Zero Trust Perspective
CVE-2026-2441 illustrates why Zero Trust cannot be reduced to network controls alone. A user visiting a malicious web page on a fully network-segmented workstation can still have their browser compromised. The relevant Zero Trust controls that limit the blast radius of browser exploitation are:
- Endpoint isolation: Run browsers in hardened, containerized environments (e.g., Remote Browser Isolation / RBI) so that renderer compromise is contained to a disposable virtual session.

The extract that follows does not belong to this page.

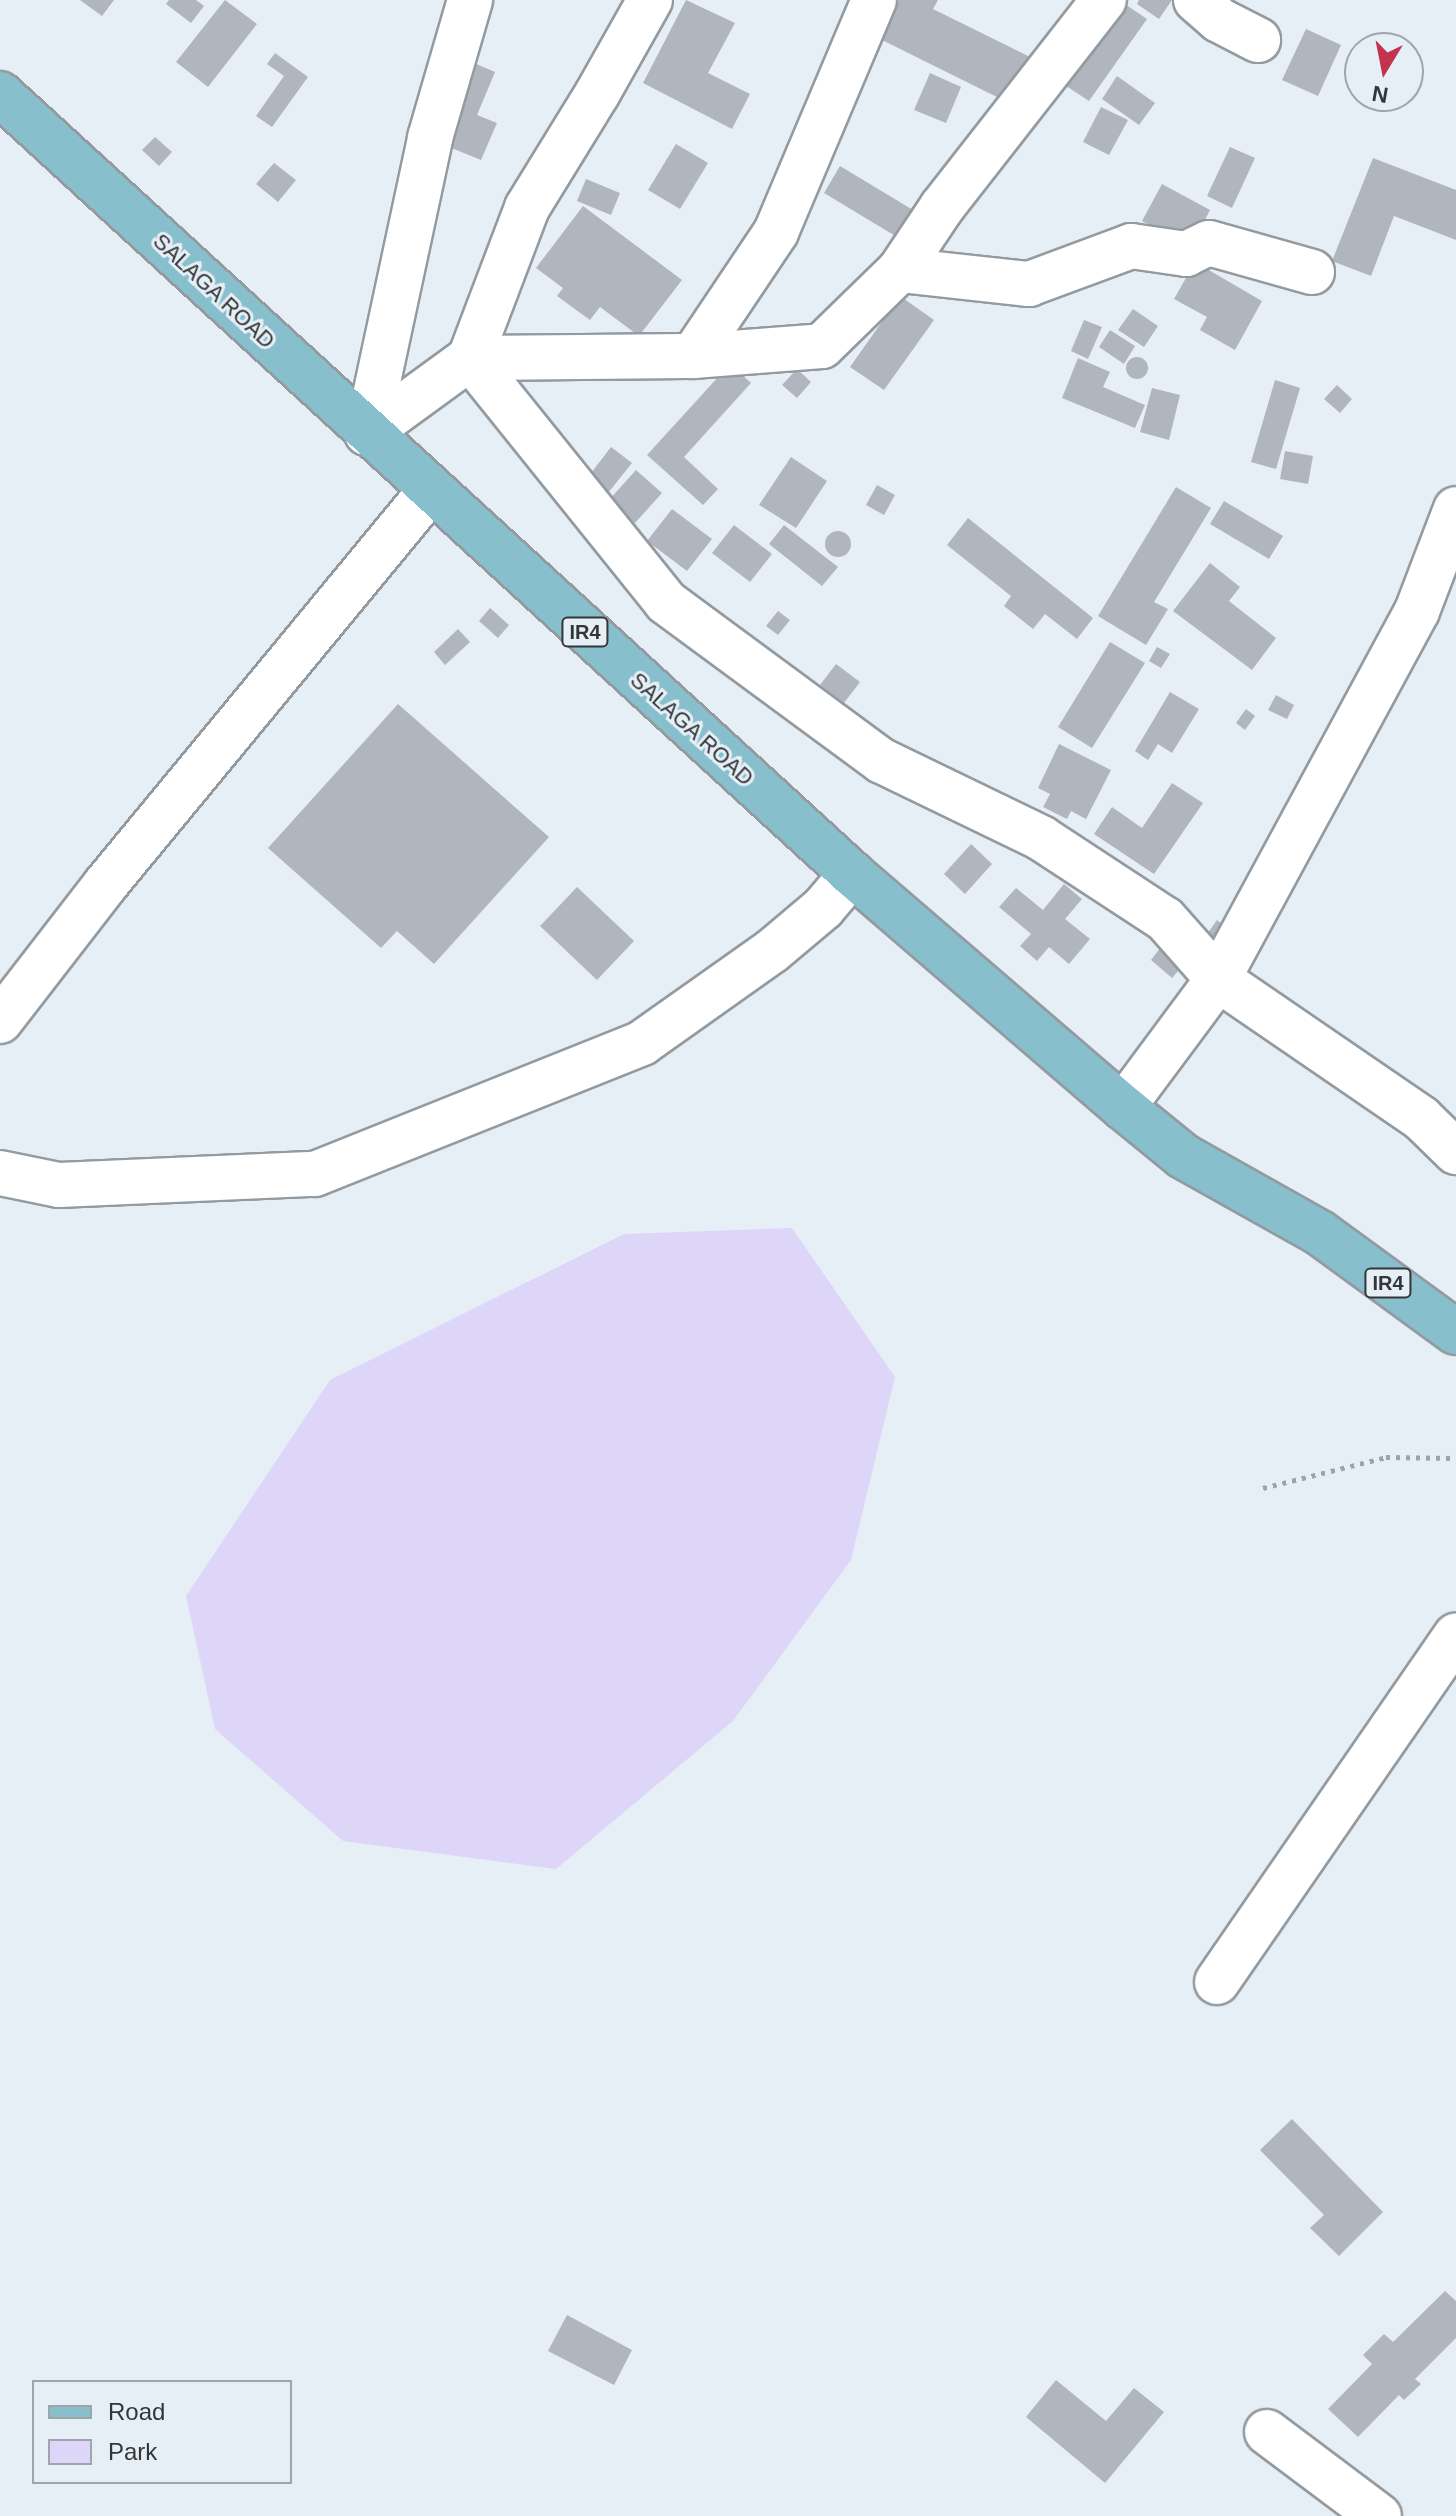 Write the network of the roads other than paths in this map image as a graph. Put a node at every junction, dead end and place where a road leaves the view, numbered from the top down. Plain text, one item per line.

- Credential minimization: Avoid storing credentials in the browser or use hardware security keys (passkeys / FIDO2) so that an in-sandbox attacker cannot harvest usable authentication material.
- Continuous endpoint verification: Zero Trust access platforms should enforce that browsers are up-to-date as a device health signal before granting access to internal applications.
- Minimize browser privilege: Do not run browsers as domain admin or with elevated OS privileges. A sandboxed renderer exploit should not have pathways to sensitive enterprise resources through OS-level privilege alone.